> **Task brief**: At the line containing "thumb ip: (399, 199)", begin retyping, and continue word for word until the records below run out.

> **Source data**:
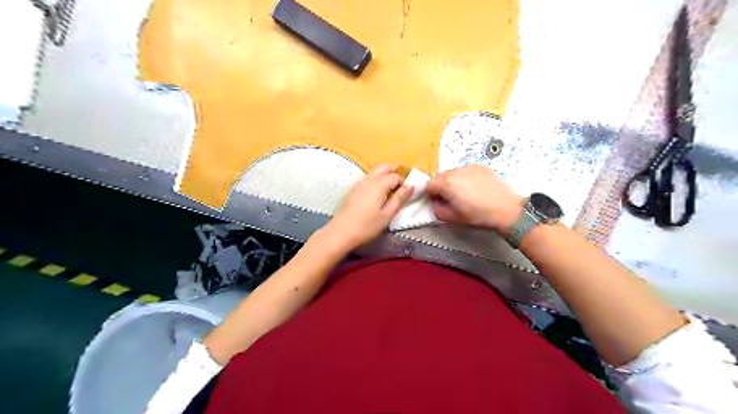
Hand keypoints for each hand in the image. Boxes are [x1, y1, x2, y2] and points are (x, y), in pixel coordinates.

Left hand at [323, 164, 414, 248]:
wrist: (341, 232)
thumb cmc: (367, 226)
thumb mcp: (387, 215)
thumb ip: (399, 199)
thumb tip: (411, 186)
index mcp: (379, 184)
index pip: (395, 176)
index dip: (404, 183)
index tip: (406, 195)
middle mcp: (369, 179)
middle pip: (384, 167)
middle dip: (394, 174)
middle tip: (398, 190)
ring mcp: (359, 183)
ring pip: (375, 172)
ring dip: (384, 178)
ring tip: (388, 195)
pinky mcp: (353, 189)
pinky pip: (368, 179)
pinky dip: (376, 182)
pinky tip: (376, 198)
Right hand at [424, 166, 520, 232]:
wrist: (506, 210)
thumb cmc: (477, 216)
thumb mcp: (452, 218)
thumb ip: (437, 210)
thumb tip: (437, 203)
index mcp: (446, 183)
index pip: (428, 185)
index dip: (431, 195)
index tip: (439, 203)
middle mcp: (456, 171)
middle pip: (439, 177)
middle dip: (441, 187)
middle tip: (451, 200)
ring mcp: (470, 167)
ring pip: (453, 173)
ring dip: (453, 182)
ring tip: (465, 194)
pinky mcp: (481, 167)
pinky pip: (466, 171)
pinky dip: (465, 178)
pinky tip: (475, 189)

> **Solution**:
thumb ip: (399, 199)
thumb tip: (411, 186)
index mcp: (379, 184)
index pip: (395, 176)
index dip: (404, 183)
index tip: (406, 195)
middle mcp: (369, 179)
middle pip: (384, 167)
middle dip: (394, 174)
middle tip: (398, 190)
ring mcp: (359, 183)
ring pip: (375, 172)
ring dip: (384, 178)
ring tip: (388, 195)
pinky mcp: (353, 189)
pinky pip: (368, 179)
pinky dip: (376, 182)
pinky tip: (376, 198)
Right hand at [424, 166, 520, 232]:
wrist: (506, 210)
thumb cmc: (477, 216)
thumb mcp: (452, 218)
thumb ip: (437, 210)
thumb tip: (437, 203)
index mcp: (446, 183)
index pip: (428, 185)
index dip: (431, 195)
index tip: (439, 203)
middle mcp: (456, 171)
middle pip: (439, 177)
middle dip: (441, 187)
middle tip: (451, 200)
ring mcp: (470, 167)
ring pip: (453, 173)
ring dip: (453, 182)
ring tip: (465, 194)
pinky mcp: (481, 167)
pinky pip: (466, 171)
pinky dip: (465, 178)
pinky tip: (475, 189)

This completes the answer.